As with all giant clams, populations of T. noae, are declining due to human exploitation of flesh for consumption, shells, and as aquarium pets. T. noae and all members of Tridacninae are considered endangered, and have been since 1985.

== Taxonomy ==
T. noae are marine bivalve molluscs in the subfamily Tridacninae, also known as giant clams. T. noae was originally described and named by Röding (1798) based on figures in Chemnitz (1784).

== Description ==
T. noae have a physical appearance typical to that of most bivalves, especially those in the Tridacninae, or giant clam, subfamily. T. noae typically have a shell length between 6–20 cm, and shells usually have 5-7 radial ribs. Mantle colors may vary and include brown, yellow, blue, and green. Black hyaline organs, or eyes, are arranged along the border of the mantle, along with a thin, white margin and ocellate spots.

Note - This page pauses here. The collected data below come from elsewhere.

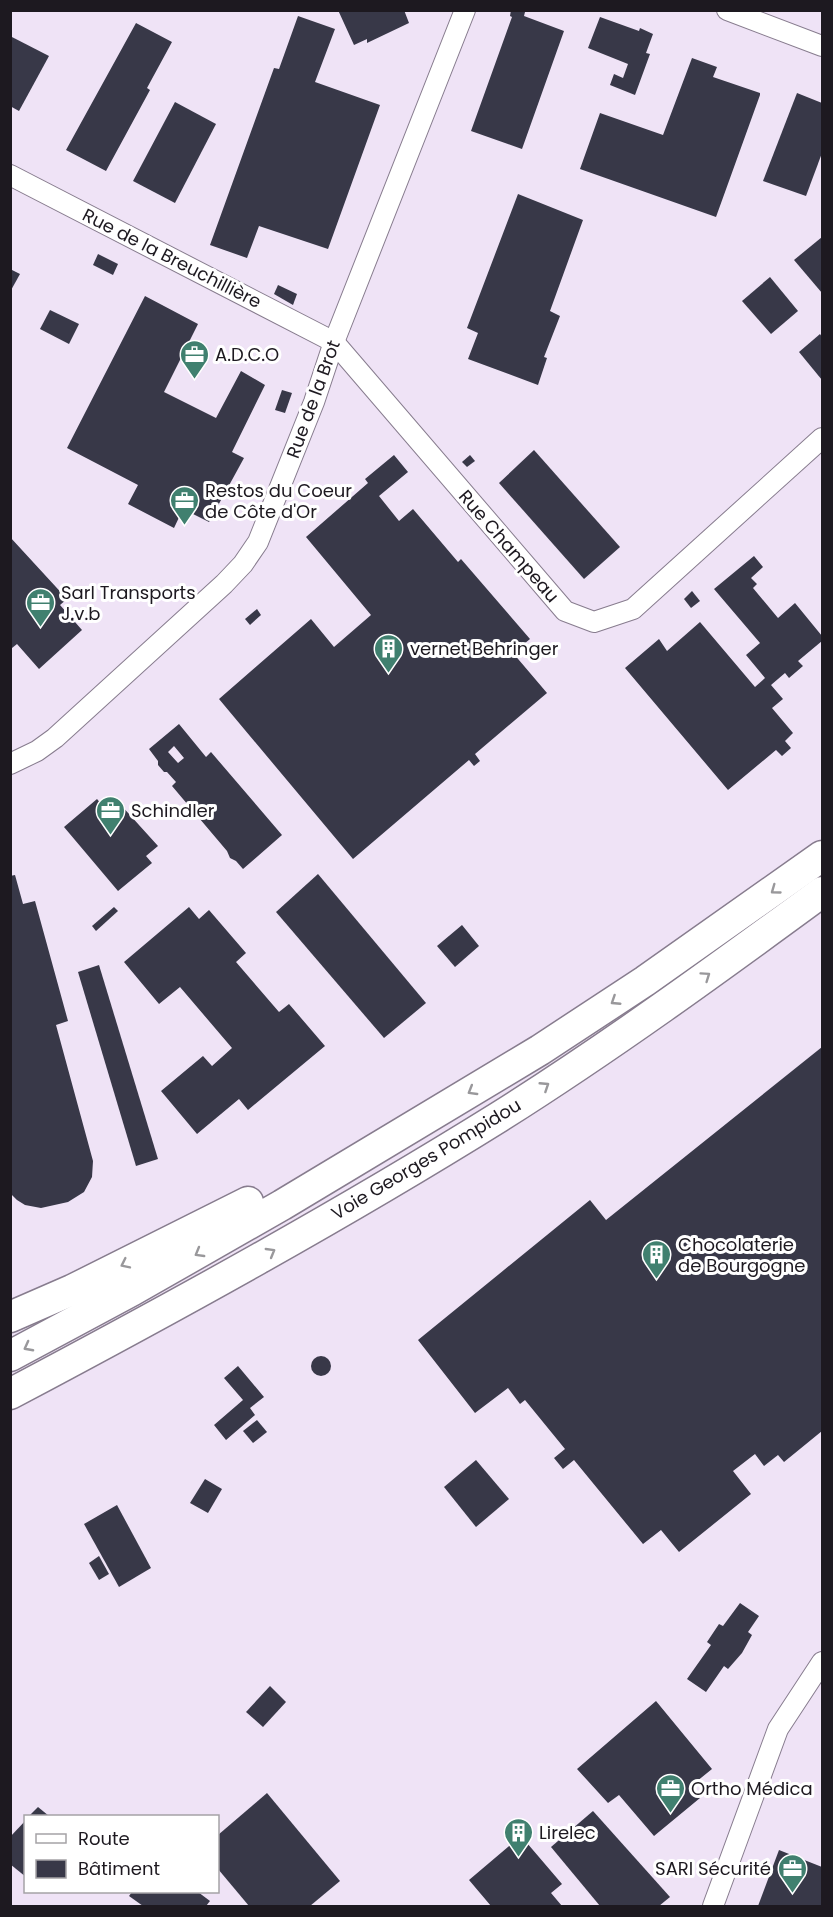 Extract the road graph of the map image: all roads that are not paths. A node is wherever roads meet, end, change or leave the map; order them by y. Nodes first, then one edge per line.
1 (465, 10) edge
2 (727, 10) edge
3 (822, 46) edge
4 (10, 175) edge
5 (334, 342) junction
6 (822, 438) edge
7 (10, 764) edge
8 (822, 855) edge
9 (822, 892) edge
10 (430, 1117) junction
11 (220, 1281) junction
12 (10, 1317) edge
13 (10, 1356) edge
14 (10, 1394) edge
15 (10, 1413) edge
16 (822, 1662) edge
17 (713, 1906) edge

1 - 5 street, Rue de la Brot
2 - 3 street
4 - 5 street, Rue de la Breuchillière
5 - 6 street, Rue Champeau
5 - 7 street, Rue de la Brot
8 -> 10 highway, Voie Georges Pompidou
11 -> 9 highway, Voie Georges Pompidou
10 -> 12 highway
10 -> 13 highway, Voie Georges Pompidou
11 - 14 highway, Voie Georges Pompidou
11 - 15 highway
16 - 17 street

== Confusion with T. maxima ==
T. noae was first recognized as a cryptic species from T. maxima in Taiwan and Japan by Tang (2005) and Kubo and Iwai (2007) respectively. DNA sequencing characterizes the two as distinct species. T. noae is even closer related to other members of Tridacninae than T. maxima according to rRNA evidence. While T. noae is very similar in appearance to T. maxima, there are key differences that distinguish between the two, such as shell morphology, mantle pattern, and mantle coloration. The mantles of T. noae have ocellate spots with a thin, white border around the edge, along with hyaline organs—also known as eyes—that have an arrangement distinctive of the species. Although proven to be an unreliable distinguishing factor, T. noae usually have a higher number, between 5 and 7, of radial ribs on their shell, compared with between 4 and 6 in T. maxima. Confusion between the two species has led to overestimated population densities of T. maxima and potentially misleading conclusions in studies of T. maxima populations.

== Distribution ==
T. noae have a broad distribution, mainly Indo-West Pacific, that overlaps with that of T. maxima. T. noae live in shallow waters, up to 20 meters in depth, and are typically found on the edges and crests of coral reefs, attached by byssal threads. T. noae populations were first recognized in Taiwan and Japan, but have been observed as far west as Christmas Island. Mitochondrial DNA markers break up the distribution of T. noae into three groups: east Indo-Malay archipelago to Western Australia, Melanesia to Micronesia, and Central Polynesia.

== Threats and Conservation ==
All giant clams, including T. noae, have been listed in Appendix II of the Convention on International Trade in Endangered Species since 1985 and on the International Union for Conservation of Nature (IUCN) Red List since 1986. Populations of T. noae have been on a decline due to human exploitation of the species. Known colloquially as the “teardrop” clam, T. noae are exploited for their flesh for consumption, their shells for jewelry and collections, and as aquarium pets. Conservation efforts have been made to replenish the wild populations of T. noae through breeding in captivity, with the additional goal of culture for commercial markets.